(Collected data)
-------------------------

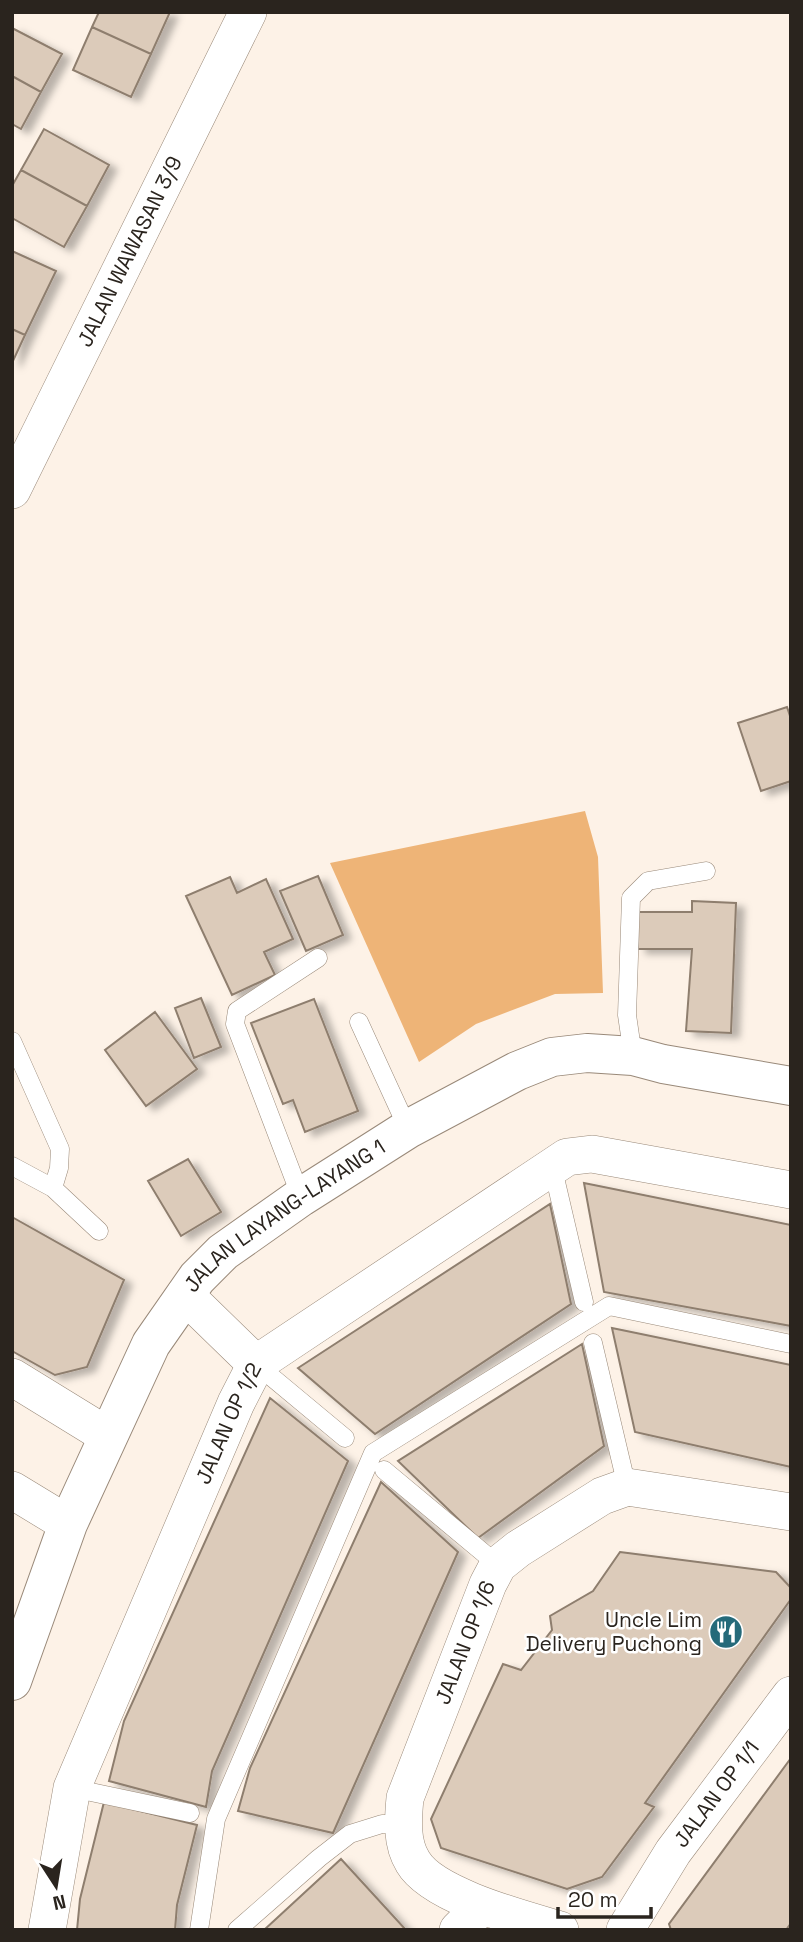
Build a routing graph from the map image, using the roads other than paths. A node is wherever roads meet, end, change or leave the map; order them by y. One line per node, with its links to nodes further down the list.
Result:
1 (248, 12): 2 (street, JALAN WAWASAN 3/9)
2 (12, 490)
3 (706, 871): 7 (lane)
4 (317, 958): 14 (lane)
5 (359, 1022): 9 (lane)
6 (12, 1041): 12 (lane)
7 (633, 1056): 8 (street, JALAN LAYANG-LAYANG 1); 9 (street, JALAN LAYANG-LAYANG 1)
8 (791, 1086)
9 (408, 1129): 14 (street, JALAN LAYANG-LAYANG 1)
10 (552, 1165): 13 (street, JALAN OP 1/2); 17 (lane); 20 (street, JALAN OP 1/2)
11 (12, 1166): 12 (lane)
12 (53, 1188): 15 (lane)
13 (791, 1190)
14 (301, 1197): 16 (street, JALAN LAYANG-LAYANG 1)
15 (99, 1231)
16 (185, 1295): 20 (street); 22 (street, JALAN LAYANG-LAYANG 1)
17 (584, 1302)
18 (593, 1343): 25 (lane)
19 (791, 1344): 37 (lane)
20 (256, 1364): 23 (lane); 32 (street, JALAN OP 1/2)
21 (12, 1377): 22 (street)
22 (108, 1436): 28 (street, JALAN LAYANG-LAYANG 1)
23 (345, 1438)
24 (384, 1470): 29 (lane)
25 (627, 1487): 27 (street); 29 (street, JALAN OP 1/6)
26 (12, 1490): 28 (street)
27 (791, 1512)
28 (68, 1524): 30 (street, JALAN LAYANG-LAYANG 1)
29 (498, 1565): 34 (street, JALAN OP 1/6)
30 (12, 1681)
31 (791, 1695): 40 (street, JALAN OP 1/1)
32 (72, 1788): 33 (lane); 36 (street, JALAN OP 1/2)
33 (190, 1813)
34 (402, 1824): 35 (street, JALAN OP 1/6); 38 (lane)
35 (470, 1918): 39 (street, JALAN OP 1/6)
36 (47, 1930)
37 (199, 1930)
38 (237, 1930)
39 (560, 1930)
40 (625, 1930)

-------------------------

* **What is needed**:
Which lines in the data hold the string "LAYANG"? Copy each of them.

* **Result of this task**:
7 (633, 1056): 8 (street, JALAN LAYANG-LAYANG 1); 9 (street, JALAN LAYANG-LAYANG 1)
9 (408, 1129): 14 (street, JALAN LAYANG-LAYANG 1)
14 (301, 1197): 16 (street, JALAN LAYANG-LAYANG 1)
16 (185, 1295): 20 (street); 22 (street, JALAN LAYANG-LAYANG 1)
22 (108, 1436): 28 (street, JALAN LAYANG-LAYANG 1)
28 (68, 1524): 30 (street, JALAN LAYANG-LAYANG 1)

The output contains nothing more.